An Energy-Efficient Reconfigurable DTLS Cryptographic Engine for
  End-to-End Security in IoT Applications by Banerjee, Utsav et al.
An Energy-Efficient Reconfigurable DTLS Cryptographic Engine 
for End-to-End Security in IoT Applications 
Utsav Banerjee, Chiraag Juvekar, Andrew Wright, Arvind, Anantha P. Chandrakasan 
Massachusetts Institute of Technology, Cambridge, MA 
 
End-to-end security protocols, like Datagram Transport Layer Security (DTLS) [1], enable the 
establishment of mutually authenticated confidential channels between edge nodes and the 
cloud, even in the presence of untrusted and potentially malicious network infrastructure. 

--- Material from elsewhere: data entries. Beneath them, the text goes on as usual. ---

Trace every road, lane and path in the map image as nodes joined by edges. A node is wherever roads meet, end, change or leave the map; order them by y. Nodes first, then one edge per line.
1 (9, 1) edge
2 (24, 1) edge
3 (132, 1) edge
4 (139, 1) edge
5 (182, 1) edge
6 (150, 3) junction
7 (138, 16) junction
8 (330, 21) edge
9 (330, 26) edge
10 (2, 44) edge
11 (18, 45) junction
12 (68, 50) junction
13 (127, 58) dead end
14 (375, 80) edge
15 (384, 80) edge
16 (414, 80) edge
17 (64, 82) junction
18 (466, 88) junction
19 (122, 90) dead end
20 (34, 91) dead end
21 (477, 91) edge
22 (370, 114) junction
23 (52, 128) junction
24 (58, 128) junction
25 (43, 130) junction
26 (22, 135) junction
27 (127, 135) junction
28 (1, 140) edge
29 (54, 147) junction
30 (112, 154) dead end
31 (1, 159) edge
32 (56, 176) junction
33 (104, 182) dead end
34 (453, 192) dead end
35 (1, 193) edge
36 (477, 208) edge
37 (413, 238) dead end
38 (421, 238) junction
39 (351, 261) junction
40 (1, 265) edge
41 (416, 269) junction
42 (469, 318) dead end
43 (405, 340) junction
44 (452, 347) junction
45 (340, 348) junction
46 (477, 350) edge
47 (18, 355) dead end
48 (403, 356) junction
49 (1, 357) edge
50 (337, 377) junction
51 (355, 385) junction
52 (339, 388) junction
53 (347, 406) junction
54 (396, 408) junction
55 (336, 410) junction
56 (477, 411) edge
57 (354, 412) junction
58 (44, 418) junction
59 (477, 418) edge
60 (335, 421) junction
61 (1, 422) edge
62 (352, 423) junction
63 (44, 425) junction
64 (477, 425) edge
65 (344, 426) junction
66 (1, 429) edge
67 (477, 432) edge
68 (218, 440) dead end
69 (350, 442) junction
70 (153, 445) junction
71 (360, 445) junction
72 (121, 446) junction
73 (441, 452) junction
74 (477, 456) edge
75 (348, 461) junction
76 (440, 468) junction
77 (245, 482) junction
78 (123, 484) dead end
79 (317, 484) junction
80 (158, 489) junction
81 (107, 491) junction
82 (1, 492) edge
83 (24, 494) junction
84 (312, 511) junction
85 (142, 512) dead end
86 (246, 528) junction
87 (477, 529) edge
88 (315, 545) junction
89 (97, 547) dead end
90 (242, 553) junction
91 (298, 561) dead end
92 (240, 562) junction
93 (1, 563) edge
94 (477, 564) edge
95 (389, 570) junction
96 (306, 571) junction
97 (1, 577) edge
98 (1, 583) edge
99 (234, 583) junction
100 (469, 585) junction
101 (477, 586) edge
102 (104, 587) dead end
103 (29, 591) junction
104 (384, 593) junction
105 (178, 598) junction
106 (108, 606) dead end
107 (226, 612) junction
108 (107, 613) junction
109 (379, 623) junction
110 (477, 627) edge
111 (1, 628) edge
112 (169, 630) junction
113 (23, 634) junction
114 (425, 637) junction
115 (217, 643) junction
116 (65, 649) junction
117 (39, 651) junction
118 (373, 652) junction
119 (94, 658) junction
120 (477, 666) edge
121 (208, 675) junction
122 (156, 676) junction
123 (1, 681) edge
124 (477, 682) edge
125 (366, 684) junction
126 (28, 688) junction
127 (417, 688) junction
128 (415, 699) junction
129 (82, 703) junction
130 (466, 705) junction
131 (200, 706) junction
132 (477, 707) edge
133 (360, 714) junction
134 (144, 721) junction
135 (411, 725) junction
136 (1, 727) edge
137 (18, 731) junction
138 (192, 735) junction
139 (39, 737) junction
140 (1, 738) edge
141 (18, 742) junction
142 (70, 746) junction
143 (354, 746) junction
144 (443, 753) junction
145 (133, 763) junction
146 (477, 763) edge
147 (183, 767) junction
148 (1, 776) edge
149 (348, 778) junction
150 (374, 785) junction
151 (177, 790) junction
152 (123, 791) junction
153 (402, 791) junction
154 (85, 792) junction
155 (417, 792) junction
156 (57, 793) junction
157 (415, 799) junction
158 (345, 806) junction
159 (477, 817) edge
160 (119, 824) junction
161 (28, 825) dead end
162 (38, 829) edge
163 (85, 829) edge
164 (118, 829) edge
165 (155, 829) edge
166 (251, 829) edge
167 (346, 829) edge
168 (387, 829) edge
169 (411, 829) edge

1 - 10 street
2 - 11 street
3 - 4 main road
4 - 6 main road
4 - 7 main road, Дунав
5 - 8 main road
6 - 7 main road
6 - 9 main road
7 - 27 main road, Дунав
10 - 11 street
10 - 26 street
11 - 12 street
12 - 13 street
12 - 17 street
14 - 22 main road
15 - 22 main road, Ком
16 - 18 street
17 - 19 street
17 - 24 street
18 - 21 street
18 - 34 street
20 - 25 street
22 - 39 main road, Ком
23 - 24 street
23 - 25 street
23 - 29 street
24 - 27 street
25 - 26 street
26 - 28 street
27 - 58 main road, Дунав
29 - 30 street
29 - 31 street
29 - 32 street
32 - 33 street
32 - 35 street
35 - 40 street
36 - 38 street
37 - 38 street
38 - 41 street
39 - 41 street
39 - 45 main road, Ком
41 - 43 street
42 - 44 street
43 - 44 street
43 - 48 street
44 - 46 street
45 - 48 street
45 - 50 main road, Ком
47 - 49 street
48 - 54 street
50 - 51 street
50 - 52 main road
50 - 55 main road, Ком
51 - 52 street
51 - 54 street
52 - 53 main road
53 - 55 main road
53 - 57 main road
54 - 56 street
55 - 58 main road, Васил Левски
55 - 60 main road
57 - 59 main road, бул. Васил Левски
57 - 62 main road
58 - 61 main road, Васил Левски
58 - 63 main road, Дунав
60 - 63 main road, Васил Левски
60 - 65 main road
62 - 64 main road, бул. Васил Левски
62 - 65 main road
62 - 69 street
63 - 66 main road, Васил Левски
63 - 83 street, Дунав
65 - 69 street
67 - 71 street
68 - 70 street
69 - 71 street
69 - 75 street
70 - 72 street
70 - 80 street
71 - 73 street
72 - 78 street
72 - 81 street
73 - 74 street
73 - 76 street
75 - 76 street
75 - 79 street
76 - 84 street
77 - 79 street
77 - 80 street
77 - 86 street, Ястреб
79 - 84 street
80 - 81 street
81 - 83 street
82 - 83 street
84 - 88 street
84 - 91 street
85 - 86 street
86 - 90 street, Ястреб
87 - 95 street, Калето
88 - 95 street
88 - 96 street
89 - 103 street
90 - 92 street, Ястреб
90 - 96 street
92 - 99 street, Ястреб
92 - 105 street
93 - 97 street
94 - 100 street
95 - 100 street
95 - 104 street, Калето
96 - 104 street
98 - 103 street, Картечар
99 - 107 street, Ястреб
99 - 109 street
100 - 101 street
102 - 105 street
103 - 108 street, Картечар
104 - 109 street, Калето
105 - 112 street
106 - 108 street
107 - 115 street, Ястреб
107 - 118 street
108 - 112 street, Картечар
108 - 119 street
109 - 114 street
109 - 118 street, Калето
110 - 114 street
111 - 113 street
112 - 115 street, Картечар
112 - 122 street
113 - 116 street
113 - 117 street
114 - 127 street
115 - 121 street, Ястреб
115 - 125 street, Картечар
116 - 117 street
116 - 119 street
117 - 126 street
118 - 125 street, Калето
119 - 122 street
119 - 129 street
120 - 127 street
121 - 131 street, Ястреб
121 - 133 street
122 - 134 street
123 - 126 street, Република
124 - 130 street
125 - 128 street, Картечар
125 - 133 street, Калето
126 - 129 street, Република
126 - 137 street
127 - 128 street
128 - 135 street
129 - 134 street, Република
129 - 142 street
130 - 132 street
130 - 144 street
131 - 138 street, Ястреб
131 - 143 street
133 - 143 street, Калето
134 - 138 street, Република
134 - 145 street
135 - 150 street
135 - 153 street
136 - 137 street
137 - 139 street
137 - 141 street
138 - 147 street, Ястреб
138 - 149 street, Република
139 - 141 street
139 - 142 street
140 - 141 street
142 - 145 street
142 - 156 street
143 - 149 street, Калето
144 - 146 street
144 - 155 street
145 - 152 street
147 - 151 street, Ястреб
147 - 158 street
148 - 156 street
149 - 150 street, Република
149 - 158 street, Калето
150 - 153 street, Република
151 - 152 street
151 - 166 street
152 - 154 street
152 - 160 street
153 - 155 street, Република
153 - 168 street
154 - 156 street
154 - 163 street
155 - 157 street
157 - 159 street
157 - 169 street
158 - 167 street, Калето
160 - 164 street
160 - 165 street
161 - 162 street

While this makes DTLS an ideal solution for IoT, the associated computational cost makes 
software-only implementations prohibitively expensive for resource-constrained embedded 
devices. We address this challenge through three key contributions: reconfigurable 
cryptographic accelerators enable two orders of magnitude energy savings, a dedicated DTLS 
engine offloads control flow to hardware reducing program code and memory usage by ~10x, 
and an on-chip RISC-V core exercises the flexibility of the cryptographic accelerators to 
demonstrate security applications beyond DTLS. 
 
 
Fig. 1: End-to-end security for IoT – challenges and proposed solutions. 
 
Fig. 1 summarizes the two major phases of the DTLS protocol: handshake and application data. 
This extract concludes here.